I'm happy to report that the windows at the Athenaeum are still intact. My impression is that Hoskins is definitely not one who requires deferential pussyfooting.
"As far as the critics are concerned," he replies, eyes narrowing, "no, the film hasn't done well. As far as the box office is concerned, though, it's nearly up to 'E.T.' But Steven has always [thumbed his nose] at the critics anyway.... The problem with the critics is that Steven is a sort of one-man industry and has done it all; I don't think they can ever forgive him for being that talented."
Trying to be as objective as possible, I wonder out loud if he himself has any criticisms of "Hook."
Hoskins ponders for a moment. "Yes," he answers finally. "I wouldn't have had it as sentimental as it is. But that's very, very English. Americans are much more likely to walk around with their heart on their sleeve ... plus, a lot of good bits, purely because of time, were cut."
Just beneath the quick one-liners and hard-man demeanor there are intimations of another side: that of a profoundly sensitive person, made all the more so by having grown up at the less socially fortunate end of a deeply class-demarcated society. The moment he walked on stage the first time, he confides, he at last felt completely at home. "I loved it immediately," he recalls. "I was never made to feel uncomfortable or inferior or out of my depth. But, in another profession, I suppose I would have. It wa s also the happiest place I'd ever been."
Hoskins has stuck to his roots: He chooses, for instance, to live within a mile of where he grew up, in walking distance of the rest of his clan.
"I don't have a big house," he says. "I don't drive a big car; I don't have a yacht." Moreover, when initiating screen projects, which he likes to direct as well as star in, they invariably have a strong socially conscious theme. For example, an upcoming film of his based on the Joseph Conrad novel "The Secret Agent," currently being adapted by British playwright Christopher Hampton ("Dangerous Liaisons"), contains important resonances of the darker side of the relationship between the authorities and mo dern-day terrorists.

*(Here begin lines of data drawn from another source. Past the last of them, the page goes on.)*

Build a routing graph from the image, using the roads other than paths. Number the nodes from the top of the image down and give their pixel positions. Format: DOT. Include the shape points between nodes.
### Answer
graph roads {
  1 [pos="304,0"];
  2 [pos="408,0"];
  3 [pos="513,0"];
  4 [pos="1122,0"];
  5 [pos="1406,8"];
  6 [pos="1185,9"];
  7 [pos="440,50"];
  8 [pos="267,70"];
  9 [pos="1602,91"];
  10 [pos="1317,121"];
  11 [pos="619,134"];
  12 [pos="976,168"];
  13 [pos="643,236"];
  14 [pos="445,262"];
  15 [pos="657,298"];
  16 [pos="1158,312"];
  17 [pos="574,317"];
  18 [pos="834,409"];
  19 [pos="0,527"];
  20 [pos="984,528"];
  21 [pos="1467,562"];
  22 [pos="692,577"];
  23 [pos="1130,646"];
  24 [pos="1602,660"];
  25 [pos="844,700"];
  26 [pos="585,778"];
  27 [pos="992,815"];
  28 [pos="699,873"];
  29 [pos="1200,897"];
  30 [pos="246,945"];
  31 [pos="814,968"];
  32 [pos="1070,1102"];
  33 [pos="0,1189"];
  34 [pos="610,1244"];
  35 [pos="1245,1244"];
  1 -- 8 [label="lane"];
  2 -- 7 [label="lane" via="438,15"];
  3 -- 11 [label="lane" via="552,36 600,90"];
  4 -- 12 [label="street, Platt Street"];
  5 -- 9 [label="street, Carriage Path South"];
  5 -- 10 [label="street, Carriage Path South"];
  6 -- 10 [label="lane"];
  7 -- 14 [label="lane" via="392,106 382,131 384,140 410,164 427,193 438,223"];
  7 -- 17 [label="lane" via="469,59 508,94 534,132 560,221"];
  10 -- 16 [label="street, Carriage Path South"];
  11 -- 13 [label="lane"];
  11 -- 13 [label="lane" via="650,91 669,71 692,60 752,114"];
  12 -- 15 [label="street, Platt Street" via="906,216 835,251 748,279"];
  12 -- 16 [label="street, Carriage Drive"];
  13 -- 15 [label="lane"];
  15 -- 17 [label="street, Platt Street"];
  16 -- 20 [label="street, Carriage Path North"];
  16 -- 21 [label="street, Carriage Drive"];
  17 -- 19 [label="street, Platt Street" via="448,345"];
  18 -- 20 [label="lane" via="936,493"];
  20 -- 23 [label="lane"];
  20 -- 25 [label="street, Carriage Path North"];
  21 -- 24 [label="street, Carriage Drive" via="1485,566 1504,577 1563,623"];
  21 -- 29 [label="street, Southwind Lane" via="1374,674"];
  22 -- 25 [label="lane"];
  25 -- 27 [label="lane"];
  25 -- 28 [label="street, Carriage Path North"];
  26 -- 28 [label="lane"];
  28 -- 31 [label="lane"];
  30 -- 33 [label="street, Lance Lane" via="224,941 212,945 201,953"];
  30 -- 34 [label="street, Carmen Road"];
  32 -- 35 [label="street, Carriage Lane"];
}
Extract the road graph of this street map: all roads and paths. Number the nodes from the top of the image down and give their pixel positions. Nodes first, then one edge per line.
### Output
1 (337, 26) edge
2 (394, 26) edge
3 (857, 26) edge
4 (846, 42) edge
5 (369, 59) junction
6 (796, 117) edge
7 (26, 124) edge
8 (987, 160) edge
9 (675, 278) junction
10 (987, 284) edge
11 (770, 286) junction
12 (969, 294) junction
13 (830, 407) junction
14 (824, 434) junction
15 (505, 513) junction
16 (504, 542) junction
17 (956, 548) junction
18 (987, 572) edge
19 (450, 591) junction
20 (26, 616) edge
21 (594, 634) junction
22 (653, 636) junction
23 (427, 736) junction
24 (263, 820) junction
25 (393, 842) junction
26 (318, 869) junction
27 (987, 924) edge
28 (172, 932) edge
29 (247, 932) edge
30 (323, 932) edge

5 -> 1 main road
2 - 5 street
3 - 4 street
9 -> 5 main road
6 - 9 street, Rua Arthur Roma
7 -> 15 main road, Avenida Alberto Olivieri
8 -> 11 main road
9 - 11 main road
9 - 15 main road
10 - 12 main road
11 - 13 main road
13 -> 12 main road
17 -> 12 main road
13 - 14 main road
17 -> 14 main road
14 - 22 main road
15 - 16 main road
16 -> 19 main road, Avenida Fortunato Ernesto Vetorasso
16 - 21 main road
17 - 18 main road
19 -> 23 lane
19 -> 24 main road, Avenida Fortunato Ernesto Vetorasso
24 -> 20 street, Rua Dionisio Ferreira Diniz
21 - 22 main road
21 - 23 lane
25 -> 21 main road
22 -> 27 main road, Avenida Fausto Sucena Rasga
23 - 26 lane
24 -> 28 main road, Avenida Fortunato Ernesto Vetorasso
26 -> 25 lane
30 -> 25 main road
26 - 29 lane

Hoskins does not deny that he enjoys his success, but says it's his family that is most important to him. He refers to them often and indicates that fatherhood, generally, is the underpinning of his life. He even credits his young daughter with providing valuable help for his highly acclaimed performance in "Who Framed Roger Rabbit." He smiles at the memory. Acting to thin air in an otherwise all-animated film, he acknowledges, was the most technically difficult task he has ever had to do.
To demonstrate just how difficult, he has me hold up my hand, focus on it, then take it away. My eyes, of course, immediately break their focus. On film, that's a cardinal no-no. The secret?
"I went to my daughter, who was three at the time, and explained what I had to do," he says. "You see, she had an invisible friend, Jeffrey, that she'd been playing with for awhile. And she taught me how to hallucinate. I soon had my own Jeffrey. It worked." The deadpan face with the hint of a twinkle returns, as he adds: "The only problem was that, after I'd finished on the set, I'd still see weasels pulling people's hair."